Top of Information given

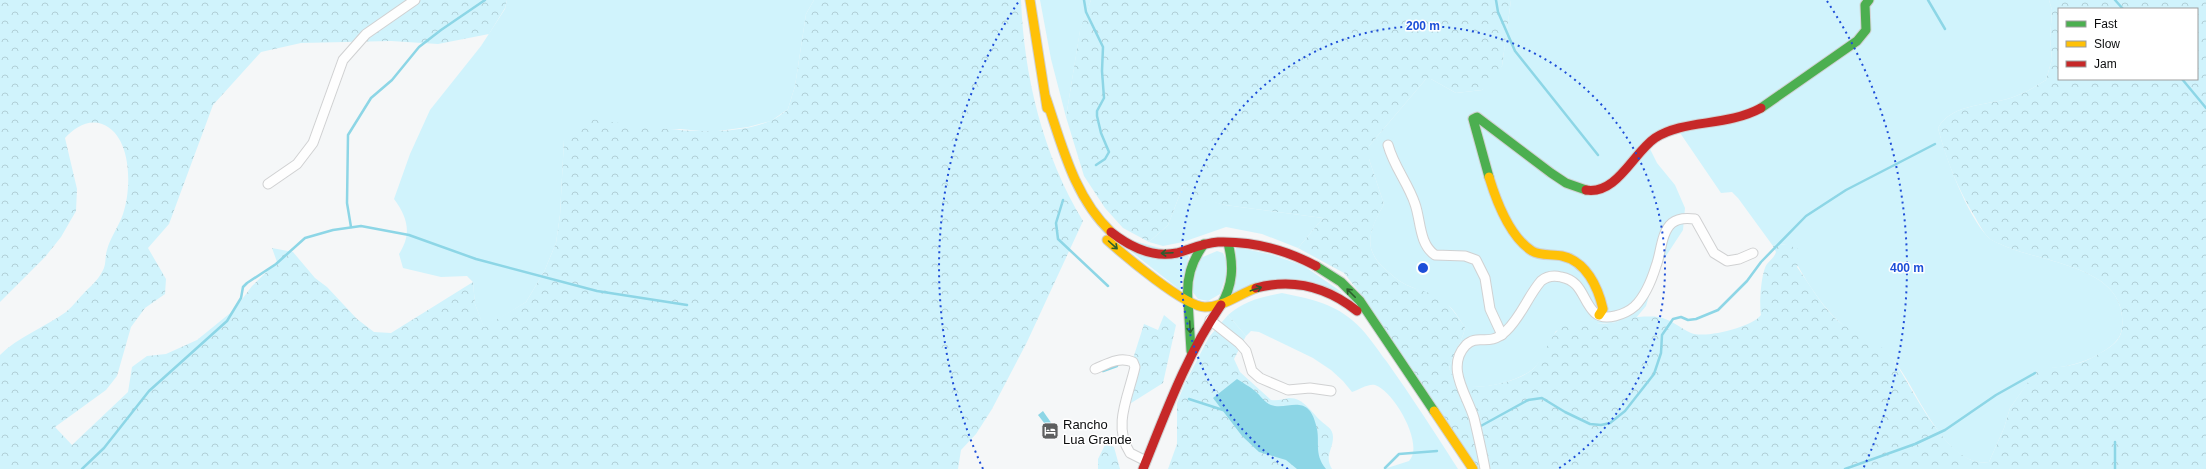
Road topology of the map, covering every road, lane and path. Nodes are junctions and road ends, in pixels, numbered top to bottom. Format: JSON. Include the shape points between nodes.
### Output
{"nodes":[{"id":1,"x":415,"y":0,"type":"edge"},
{"id":2,"x":1030,"y":0,"type":"edge"},
{"id":3,"x":1869,"y":0,"type":"edge"},
{"id":4,"x":1046,"y":98,"type":"junction"},
{"id":5,"x":1388,"y":145,"type":"dead end"},
{"id":6,"x":268,"y":184,"type":"dead end"},
{"id":7,"x":1228,"y":243,"type":"junction"},
{"id":8,"x":1204,"y":244,"type":"junction"},
{"id":9,"x":1753,"y":253,"type":"dead end"},
{"id":10,"x":1188,"y":301,"type":"junction"},
{"id":11,"x":1221,"y":305,"type":"junction"},
{"id":12,"x":1599,"y":315,"type":"junction"},
{"id":13,"x":1210,"y":320,"type":"junction"},
{"id":14,"x":1383,"y":335,"type":"junction"},
{"id":15,"x":1502,"y":335,"type":"junction"},
{"id":16,"x":1191,"y":353,"type":"junction"},
{"id":17,"x":1094,"y":369,"type":"dead end"},
{"id":18,"x":1331,"y":391,"type":"dead end"},
{"id":19,"x":1145,"y":465,"type":"edge"},
{"id":20,"x":1473,"y":469,"type":"edge"},
{"id":21,"x":1485,"y":469,"type":"edge"}],
"edges":[{"from":1,"to":6,"type":"street","via":[[366,34],[343,60],[313,143],[297,164]]},
{"from":2,"to":4,"type":"main road"},
{"from":3,"to":12,"type":"main road","via":[[1865,6],[1866,30],[1855,43],[1837,57],[1753,112],[1730,120],[1672,130],[1654,138],[1609,185],[1599,190],[1590,191],[1564,181],[1547,171],[1482,119],[1473,119],[1495,198],[1501,210],[1533,251],[1574,260],[1583,268],[1602,304],[1603,309]]},
{"from":8,"to":4,"type":"main road","one_way":true,"via":[[1169,254],[1147,252],[1109,230],[1098,218],[1073,175]]},
{"from":4,"to":10,"type":"main road","one_way":true,"via":[[1051,135],[1061,162],[1077,196],[1095,224],[1107,240],[1132,262]]},
{"from":5,"to":15,"type":"street","via":[[1396,170],[1414,203],[1425,244],[1435,255],[1465,256],[1476,260],[1485,278],[1490,309]]},
{"from":7,"to":8,"type":"main road"},
{"from":7,"to":11,"type":"main road","via":[[1234,266],[1227,296]]},
{"from":14,"to":7,"type":"main road","one_way":true,"via":[[1360,301],[1338,279],[1279,250],[1250,244]]},
{"from":8,"to":10,"type":"main road","via":[[1187,273]]},
{"from":9,"to":12,"type":"street","via":[[1727,261],[1714,253],[1695,220],[1677,220],[1667,230],[1656,267],[1643,296],[1634,307],[1613,316]]},
{"from":10,"to":11,"type":"main road","via":[[1196,306],[1208,308]]},
{"from":10,"to":16,"type":"main road","one_way":true},
{"from":11,"to":13,"type":"main road"},
{"from":11,"to":14,"type":"main road","one_way":true,"via":[[1254,289],[1276,283],[1302,284],[1344,300]]},
{"from":12,"to":15,"type":"street","via":[[1573,281],[1563,277],[1547,277],[1536,287]]},
{"from":13,"to":16,"type":"main road"},
{"from":13,"to":18,"type":"street","via":[[1239,342],[1246,351],[1252,371],[1260,378],[1288,390],[1310,388]]},
{"from":14,"to":20,"type":"main road"},
{"from":15,"to":21,"type":"street","via":[[1490,341],[1471,341],[1461,351],[1456,362],[1457,374],[1473,418]]},
{"from":16,"to":19,"type":"main road"},
{"from":17,"to":19,"type":"street","via":[[1126,359],[1135,367],[1121,421],[1122,435],[1130,453]]}]}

Bottom of Information given

*Goal of the exercise*. Retype all the records shown above, character for character. Omit every picture.

*The answer*.
Road topology of the map, covering every road, lane and path. Nodes are junctions and road ends, in pixels, numbered top to bottom. Format: JSON. Include the shape points between nodes.
### Output
{"nodes":[{"id":1,"x":415,"y":0,"type":"edge"},
{"id":2,"x":1030,"y":0,"type":"edge"},
{"id":3,"x":1869,"y":0,"type":"edge"},
{"id":4,"x":1046,"y":98,"type":"junction"},
{"id":5,"x":1388,"y":145,"type":"dead end"},
{"id":6,"x":268,"y":184,"type":"dead end"},
{"id":7,"x":1228,"y":243,"type":"junction"},
{"id":8,"x":1204,"y":244,"type":"junction"},
{"id":9,"x":1753,"y":253,"type":"dead end"},
{"id":10,"x":1188,"y":301,"type":"junction"},
{"id":11,"x":1221,"y":305,"type":"junction"},
{"id":12,"x":1599,"y":315,"type":"junction"},
{"id":13,"x":1210,"y":320,"type":"junction"},
{"id":14,"x":1383,"y":335,"type":"junction"},
{"id":15,"x":1502,"y":335,"type":"junction"},
{"id":16,"x":1191,"y":353,"type":"junction"},
{"id":17,"x":1094,"y":369,"type":"dead end"},
{"id":18,"x":1331,"y":391,"type":"dead end"},
{"id":19,"x":1145,"y":465,"type":"edge"},
{"id":20,"x":1473,"y":469,"type":"edge"},
{"id":21,"x":1485,"y":469,"type":"edge"}],
"edges":[{"from":1,"to":6,"type":"street","via":[[366,34],[343,60],[313,143],[297,164]]},
{"from":2,"to":4,"type":"main road"},
{"from":3,"to":12,"type":"main road","via":[[1865,6],[1866,30],[1855,43],[1837,57],[1753,112],[1730,120],[1672,130],[1654,138],[1609,185],[1599,190],[1590,191],[1564,181],[1547,171],[1482,119],[1473,119],[1495,198],[1501,210],[1533,251],[1574,260],[1583,268],[1602,304],[1603,309]]},
{"from":8,"to":4,"type":"main road","one_way":true,"via":[[1169,254],[1147,252],[1109,230],[1098,218],[1073,175]]},
{"from":4,"to":10,"type":"main road","one_way":true,"via":[[1051,135],[1061,162],[1077,196],[1095,224],[1107,240],[1132,262]]},
{"from":5,"to":15,"type":"street","via":[[1396,170],[1414,203],[1425,244],[1435,255],[1465,256],[1476,260],[1485,278],[1490,309]]},
{"from":7,"to":8,"type":"main road"},
{"from":7,"to":11,"type":"main road","via":[[1234,266],[1227,296]]},
{"from":14,"to":7,"type":"main road","one_way":true,"via":[[1360,301],[1338,279],[1279,250],[1250,244]]},
{"from":8,"to":10,"type":"main road","via":[[1187,273]]},
{"from":9,"to":12,"type":"street","via":[[1727,261],[1714,253],[1695,220],[1677,220],[1667,230],[1656,267],[1643,296],[1634,307],[1613,316]]},
{"from":10,"to":11,"type":"main road","via":[[1196,306],[1208,308]]},
{"from":10,"to":16,"type":"main road","one_way":true},
{"from":11,"to":13,"type":"main road"},
{"from":11,"to":14,"type":"main road","one_way":true,"via":[[1254,289],[1276,283],[1302,284],[1344,300]]},
{"from":12,"to":15,"type":"street","via":[[1573,281],[1563,277],[1547,277],[1536,287]]},
{"from":13,"to":16,"type":"main road"},
{"from":13,"to":18,"type":"street","via":[[1239,342],[1246,351],[1252,371],[1260,378],[1288,390],[1310,388]]},
{"from":14,"to":20,"type":"main road"},
{"from":15,"to":21,"type":"street","via":[[1490,341],[1471,341],[1461,351],[1456,362],[1457,374],[1473,418]]},
{"from":16,"to":19,"type":"main road"},
{"from":17,"to":19,"type":"street","via":[[1126,359],[1135,367],[1121,421],[1122,435],[1130,453]]}]}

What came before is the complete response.